In a very short period of time, the term “fake news” has gone from an almost oxymoronic turn of phrase to become a crisis for media outlets around the world. Countless fake news generators have sprung up in the last year, filling social media pages and general discourse with biased, nonfactual information. While websites such as Politifact and Snopes attempt to debunk fake news as it comes out – the process is long, tedious, and overwhelming.
That is why researchers in MIT’s Computer Science and Artificial Intelligence Lab (CSAIL) and the Qatar Computing Research Institute (QCRI) set out to find a new approach to debunking fake news. Their idea was not to focus on each fact or lack thereof individually, but to assess the news sources themselves. With this approach, they have demonstrated a new system that uses machine learning to determine if a source is factually correct or politically biased.
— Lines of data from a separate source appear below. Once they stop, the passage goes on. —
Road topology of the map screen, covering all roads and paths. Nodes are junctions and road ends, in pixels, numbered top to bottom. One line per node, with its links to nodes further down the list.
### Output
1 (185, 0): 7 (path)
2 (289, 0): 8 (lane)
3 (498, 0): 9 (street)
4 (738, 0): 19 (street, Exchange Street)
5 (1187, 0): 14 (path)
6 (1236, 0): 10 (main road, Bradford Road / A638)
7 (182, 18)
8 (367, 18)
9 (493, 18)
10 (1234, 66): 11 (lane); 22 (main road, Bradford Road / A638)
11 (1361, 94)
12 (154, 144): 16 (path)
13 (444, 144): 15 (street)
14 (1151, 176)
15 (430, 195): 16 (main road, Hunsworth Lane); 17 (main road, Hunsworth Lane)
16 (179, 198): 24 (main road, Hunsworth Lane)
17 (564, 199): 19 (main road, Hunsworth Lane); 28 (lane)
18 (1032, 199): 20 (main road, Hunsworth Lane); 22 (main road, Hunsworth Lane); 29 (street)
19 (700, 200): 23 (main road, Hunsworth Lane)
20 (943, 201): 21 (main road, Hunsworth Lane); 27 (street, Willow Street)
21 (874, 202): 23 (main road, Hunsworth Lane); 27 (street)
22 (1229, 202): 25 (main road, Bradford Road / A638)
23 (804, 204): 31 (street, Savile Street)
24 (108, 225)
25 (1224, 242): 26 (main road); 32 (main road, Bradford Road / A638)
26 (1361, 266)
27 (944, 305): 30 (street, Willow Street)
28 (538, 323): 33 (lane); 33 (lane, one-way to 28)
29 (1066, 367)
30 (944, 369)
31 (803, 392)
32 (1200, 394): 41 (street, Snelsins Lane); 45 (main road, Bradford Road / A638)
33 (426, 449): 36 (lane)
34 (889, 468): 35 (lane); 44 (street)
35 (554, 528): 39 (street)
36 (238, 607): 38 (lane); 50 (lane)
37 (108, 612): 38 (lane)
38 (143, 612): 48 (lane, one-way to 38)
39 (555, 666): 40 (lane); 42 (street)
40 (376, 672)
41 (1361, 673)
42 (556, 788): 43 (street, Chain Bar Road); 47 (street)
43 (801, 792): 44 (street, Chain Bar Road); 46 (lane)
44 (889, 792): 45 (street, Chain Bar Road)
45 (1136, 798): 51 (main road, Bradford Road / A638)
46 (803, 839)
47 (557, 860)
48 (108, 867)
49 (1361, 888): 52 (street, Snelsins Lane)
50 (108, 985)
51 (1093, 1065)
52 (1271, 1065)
“If a website has published fake news before, there’s a good chance they’ll do it again,” says postdoctoral associate Ramy Baly, the lead author on a new paper about the system. “By automatically scraping data about these sites, the hope is that our system can help figure out which ones are likely to do it in the first place.” According to Baly, the system only needs about 150 articles to reliably detect if a news source is trustworthy.
This system is the result of a collaboration between computer scientists at MIT CSAIL and QCRI, which is part of the Hamad Bin Khalifa University in Qatar. Analysis of the system’s own accuracy in determining factuality showed that it was 65 percent accurate at detecting whether an outlet has a high, medium, or low level of factuality. It also was roughly 70 percent accurate at detecting if an outlet leaned to the right, left, or was in the middle.
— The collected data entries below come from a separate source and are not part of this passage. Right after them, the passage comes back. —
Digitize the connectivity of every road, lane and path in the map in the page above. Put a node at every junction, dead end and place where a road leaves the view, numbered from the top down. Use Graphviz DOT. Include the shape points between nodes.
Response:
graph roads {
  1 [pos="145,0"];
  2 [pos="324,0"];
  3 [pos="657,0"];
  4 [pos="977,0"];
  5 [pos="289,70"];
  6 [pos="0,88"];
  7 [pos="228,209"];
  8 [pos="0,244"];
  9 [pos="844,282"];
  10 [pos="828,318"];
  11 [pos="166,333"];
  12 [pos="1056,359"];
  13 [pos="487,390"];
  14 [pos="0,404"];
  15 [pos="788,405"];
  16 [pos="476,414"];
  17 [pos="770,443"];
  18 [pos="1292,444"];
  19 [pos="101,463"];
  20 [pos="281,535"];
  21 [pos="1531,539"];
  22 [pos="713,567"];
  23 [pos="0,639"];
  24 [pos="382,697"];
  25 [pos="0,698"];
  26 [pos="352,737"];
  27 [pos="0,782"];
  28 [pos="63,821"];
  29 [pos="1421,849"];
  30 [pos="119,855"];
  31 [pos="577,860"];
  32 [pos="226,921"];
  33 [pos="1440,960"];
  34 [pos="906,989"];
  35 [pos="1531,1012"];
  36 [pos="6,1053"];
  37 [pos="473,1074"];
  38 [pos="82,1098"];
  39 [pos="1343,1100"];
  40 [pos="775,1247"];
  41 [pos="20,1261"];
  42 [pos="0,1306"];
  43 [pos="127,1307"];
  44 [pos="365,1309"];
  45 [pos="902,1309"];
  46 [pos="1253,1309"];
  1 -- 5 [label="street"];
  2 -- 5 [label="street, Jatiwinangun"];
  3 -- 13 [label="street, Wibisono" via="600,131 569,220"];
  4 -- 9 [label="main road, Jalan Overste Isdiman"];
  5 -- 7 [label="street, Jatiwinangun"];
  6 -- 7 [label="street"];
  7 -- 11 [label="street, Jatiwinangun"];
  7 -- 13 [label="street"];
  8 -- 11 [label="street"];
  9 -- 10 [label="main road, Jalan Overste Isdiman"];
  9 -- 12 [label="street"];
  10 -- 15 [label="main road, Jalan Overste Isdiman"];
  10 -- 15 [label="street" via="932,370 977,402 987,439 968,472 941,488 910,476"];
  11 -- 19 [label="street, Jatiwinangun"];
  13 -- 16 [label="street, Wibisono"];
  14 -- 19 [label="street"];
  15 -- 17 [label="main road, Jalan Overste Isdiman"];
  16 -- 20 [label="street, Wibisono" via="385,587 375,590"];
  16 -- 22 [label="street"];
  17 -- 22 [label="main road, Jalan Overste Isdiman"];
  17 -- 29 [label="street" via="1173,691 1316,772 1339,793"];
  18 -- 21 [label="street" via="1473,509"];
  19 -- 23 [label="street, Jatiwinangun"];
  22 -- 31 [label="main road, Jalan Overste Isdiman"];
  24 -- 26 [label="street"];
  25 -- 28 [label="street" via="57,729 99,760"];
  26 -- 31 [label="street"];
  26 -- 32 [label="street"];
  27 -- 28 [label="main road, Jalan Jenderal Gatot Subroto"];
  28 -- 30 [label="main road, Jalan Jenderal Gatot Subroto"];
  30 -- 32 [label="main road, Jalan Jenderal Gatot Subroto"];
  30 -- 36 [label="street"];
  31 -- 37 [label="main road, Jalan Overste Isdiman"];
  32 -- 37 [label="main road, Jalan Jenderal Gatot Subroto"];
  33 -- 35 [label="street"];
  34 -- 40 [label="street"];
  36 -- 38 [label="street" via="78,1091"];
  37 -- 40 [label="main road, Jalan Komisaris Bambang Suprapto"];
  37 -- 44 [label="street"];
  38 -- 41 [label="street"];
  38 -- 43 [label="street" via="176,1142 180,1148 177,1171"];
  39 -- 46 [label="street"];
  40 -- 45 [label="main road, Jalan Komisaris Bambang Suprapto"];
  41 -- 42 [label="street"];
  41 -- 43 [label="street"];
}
The researchers found that the most reliable ways to detect fake news and biased reporting were to assess the common linguistic features across the source’s stories – including sentiment, complexity, and structure. Fake news outlets were more likely to use language that was hyperbolic, subjective, and emotional. The authors say that the system also found correlations with an outlet’s Wikipedia page and its credibility. The longer pages that had fewer target words such as “extreme” or “conspiracy theory” were found to be more accurate.
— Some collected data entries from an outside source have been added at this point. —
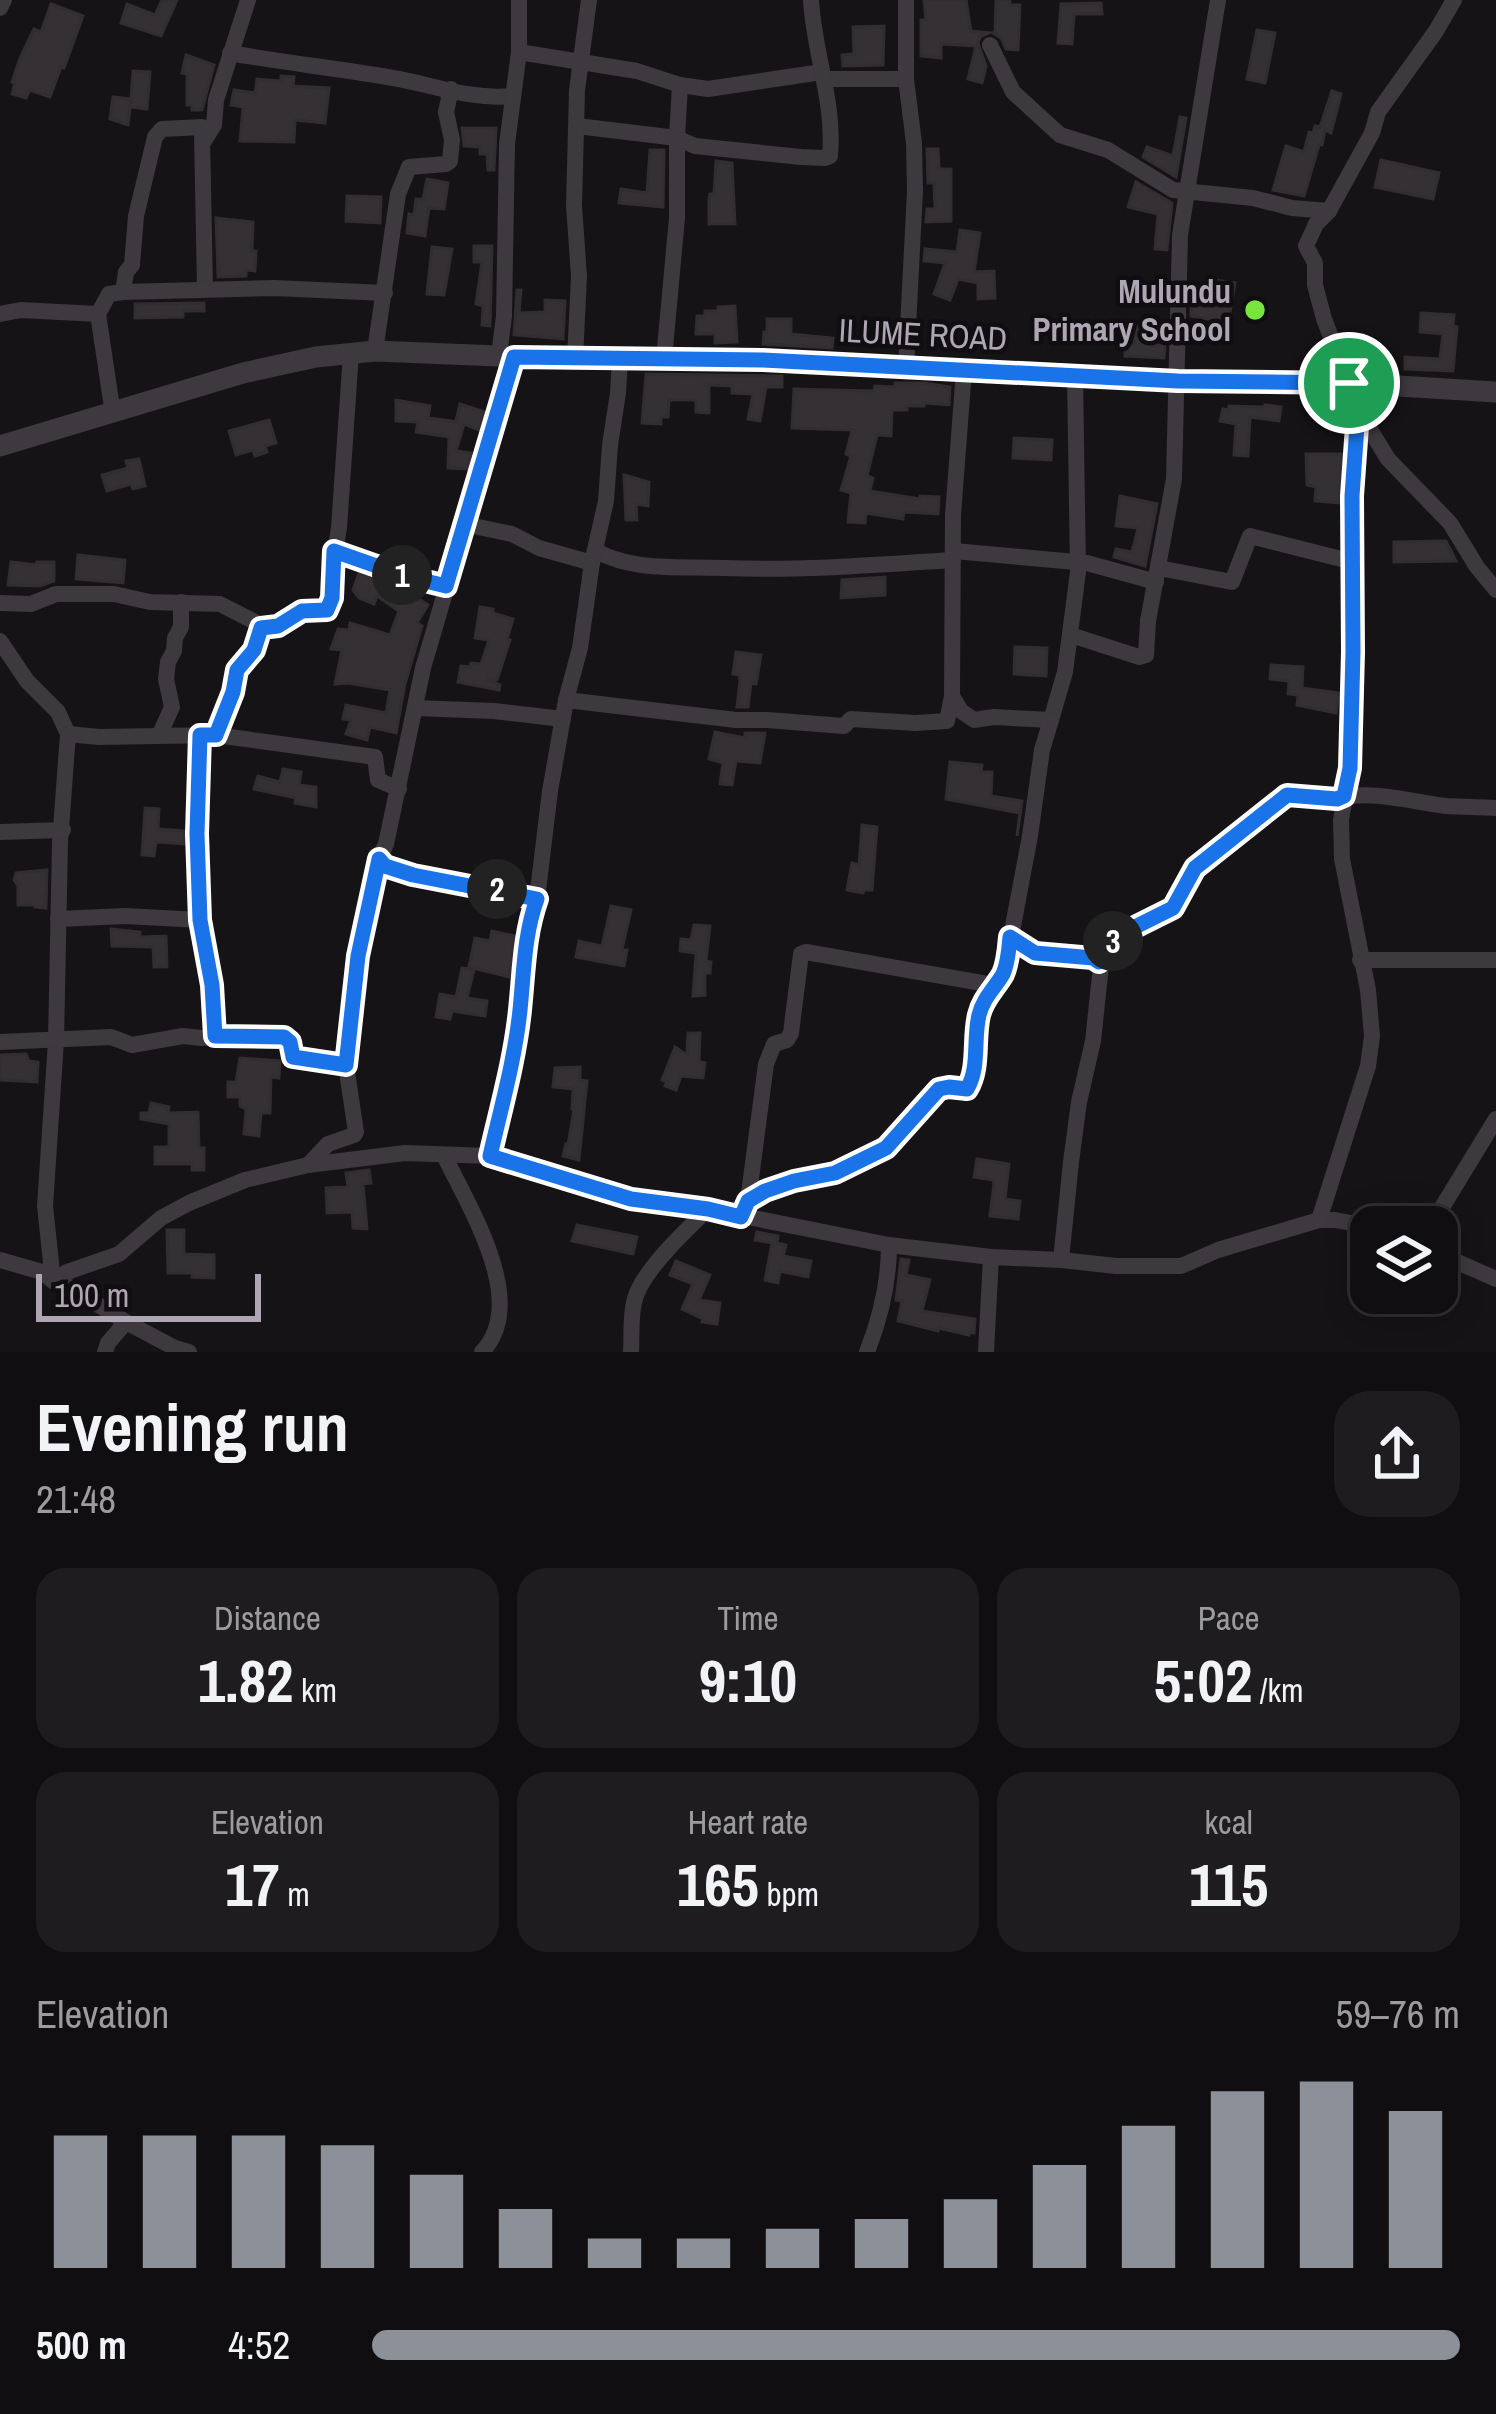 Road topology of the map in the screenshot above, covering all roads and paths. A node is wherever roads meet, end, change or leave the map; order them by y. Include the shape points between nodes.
1 (248, 0) edge
2 (519, 0) edge
3 (589, 0) edge
4 (811, 0) edge
5 (906, 0) edge
6 (1218, 0) edge
7 (1454, 0) edge
8 (990, 44) dead end
9 (519, 52) junction
10 (230, 53) junction
11 (581, 61) junction
12 (823, 76) junction
13 (906, 80) junction
14 (680, 85) junction
15 (451, 89) junction
16 (513, 92) junction
17 (578, 126) junction
18 (202, 127) junction
19 (677, 139) junction
20 (1186, 192) junction
21 (1329, 211) junction
22 (205, 288) junction
23 (123, 292) junction
24 (385, 293) junction
25 (0, 314) edge
26 (98, 314) junction
27 (375, 351) junction
28 (351, 352) junction
29 (506, 357) junction
30 (620, 357) junction
31 (575, 359) junction
32 (664, 359) junction
33 (906, 366) junction
34 (964, 370) junction
35 (1075, 375) junction
36 (1178, 381) junction
37 (1496, 392) edge
38 (1352, 394) junction
39 (113, 414) junction
40 (0, 446) edge
41 (464, 524) junction
42 (334, 551) junction
43 (954, 555) junction
44 (594, 557) junction
45 (1078, 562) junction
46 (1353, 562) junction
47 (1158, 575) junction
48 (446, 586) junction
49 (1496, 590) edge
50 (182, 602) junction
51 (0, 603) edge
52 (261, 628) junction
53 (1071, 635) junction
54 (0, 641) edge
55 (952, 697) junction
56 (415, 708) junction
57 (564, 710) junction
58 (1051, 720) junction
59 (68, 734) junction
60 (208, 735) junction
61 (159, 736) junction
62 (399, 789) junction
63 (1344, 796) junction
64 (1496, 808) edge
65 (63, 830) junction
66 (0, 832) edge
67 (379, 859) junction
68 (537, 899) junction
69 (58, 919) junction
70 (200, 920) junction
71 (1010, 937) junction
72 (1360, 960) junction
73 (1496, 960) edge
74 (1099, 962) junction
75 (993, 986) junction
76 (215, 1036) junction
77 (56, 1041) junction
78 (0, 1042) edge
79 (346, 1065) junction
80 (1496, 1119) edge
81 (444, 1155) junction
82 (490, 1156) junction
83 (308, 1165) junction
84 (1443, 1206) edge
85 (708, 1209) junction
86 (744, 1209) junction
87 (1318, 1220) junction
88 (1350, 1223) edge
89 (889, 1245) junction
90 (991, 1257) junction
91 (0, 1260) edge
92 (1061, 1260) junction
93 (1458, 1262) edge
94 (1496, 1279) edge
95 (53, 1281) junction
96 (126, 1322) junction
97 (105, 1352) edge
98 (189, 1352) edge
99 (482, 1352) edge
100 (631, 1352) edge
101 (866, 1352) edge
102 (986, 1352) edge

1 - 10 street
2 - 9 street
3 - 11 street
4 - 12 street
5 - 13 street
6 - 20 street
7 - 21 street via 1378,112
8 - 20 street via 1013,92 1060,136 1108,150
9 - 11 street
9 - 16 street
10 - 15 street
10 - 18 street via 205,141
11 - 14 street
11 - 17 street
12 - 13 street
12 - 14 street
12 - 19 street via 832,152 825,158
13 - 33 street via 915,191
14 - 19 street
15 - 16 street via 486,97
15 - 24 street via 450,161 408,169
16 - 29 street
17 - 19 street
17 - 31 street
18 - 22 street
18 - 23 street via 162,129 155,137
19 - 32 street
20 - 21 street
20 - 36 street
21 - 38 street via 1306,247
22 - 23 street
22 - 24 street
23 - 26 street via 110,294
24 - 27 street
25 - 26 street
26 - 39 street
27 - 28 street, ILUME ROAD
27 - 29 street, ILUME ROAD
28 - 39 street, ILUME ROAD
28 - 42 street
29 - 31 street, ILUME ROAD
29 - 41 street
30 - 31 street, ILUME ROAD
30 - 32 street, ILUME ROAD
30 - 44 street
32 - 33 street, ILUME ROAD
33 - 34 street, ILUME ROAD
34 - 35 street, ILUME ROAD
34 - 43 street
35 - 36 street, ILUME ROAD
35 - 45 street
36 - 38 street, ILUME ROAD
36 - 47 street via 1174,479
37 - 38 street, ILUME ROAD
38 - 46 street
38 - 49 street via 1388,459 1450,523
39 - 40 street, ILUME ROAD
41 - 44 street
41 - 48 street
42 - 48 street
42 - 52 street via 327,610
43 - 44 street via 764,571
43 - 45 street
43 - 55 street
44 - 57 street
45 - 47 street
45 - 53 street
46 - 47 street via 1250,536 1232,582
46 - 63 street
47 - 53 street via 1145,657
48 - 56 street
50 - 51 street via 98,593
50 - 52 street via 220,604
50 - 61 street via 166,680 172,706
52 - 60 street
53 - 58 street
54 - 59 street
55 - 57 street via 943,723 851,718 844,727
55 - 58 street via 974,719
56 - 57 street
56 - 62 street
57 - 68 street
58 - 71 street
59 - 61 street
59 - 65 street
60 - 61 street
60 - 62 street via 375,758 377,780
60 - 70 street via 197,834
62 - 67 street
63 - 64 street
63 - 72 street via 1342,859
63 - 74 street via 1287,795 1195,868 1173,908 1123,933
65 - 66 street
65 - 69 street
67 - 68 street via 413,875
67 - 79 street
68 - 82 street
69 - 70 street
69 - 77 street
70 - 76 street
71 - 74 street via 1035,953
71 - 75 street
72 - 73 street
72 - 87 street via 1370,1006 1368,1066
74 - 92 street
75 - 86 street via 980,1008 967,1089 939,1089 886,1148 835,1173 781,1185
75 - 86 street via 801,954 791,1033 774,1044 766,1064
76 - 77 street via 132,1045 111,1037
76 - 79 street via 284,1037 293,1057
77 - 78 street
77 - 95 street via 46,1206
79 - 83 street via 356,1132
80 - 84 street
81 - 82 street
81 - 83 street
81 - 99 street via 498,1277 500,1313
82 - 85 street via 631,1199
83 - 95 street via 189,1203 119,1254
85 - 86 street
85 - 100 street via 635,1296
86 - 89 street
87 - 88 street
87 - 92 street via 1181,1266
89 - 90 street
89 - 101 street
90 - 92 street
90 - 102 street
91 - 95 street
93 - 94 street
95 - 96 street
96 - 97 street
96 - 98 street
However, co-author Preslav Nakov does state that this system is very much a work-in-progress, and that – even if its own accuracy was improved – it would be best to have it work alongside traditional fact-checkers. “If outlets report differently on a particular topic, a site like Politifact could instantly look at our ‘fake news’ scores for those outlets to determine how much validity to give to different perspectives,” says Nakov, a senior scientist at QCRI.
The research team also formed a new open-source dataset of more than 1,000 news sources annotated with factuality and bias score. This is the world’s largest database of its kind. Moving forward, the team plans to assess whether the English-trained system can be adapted to other languages and also determine religion-specific biases.
“It’s interesting to think about new ways to present the news to people,” says Nakov. “Tools like this could help people give a bit more thought to issues and explore other perspectives that they might not have otherwise considered.”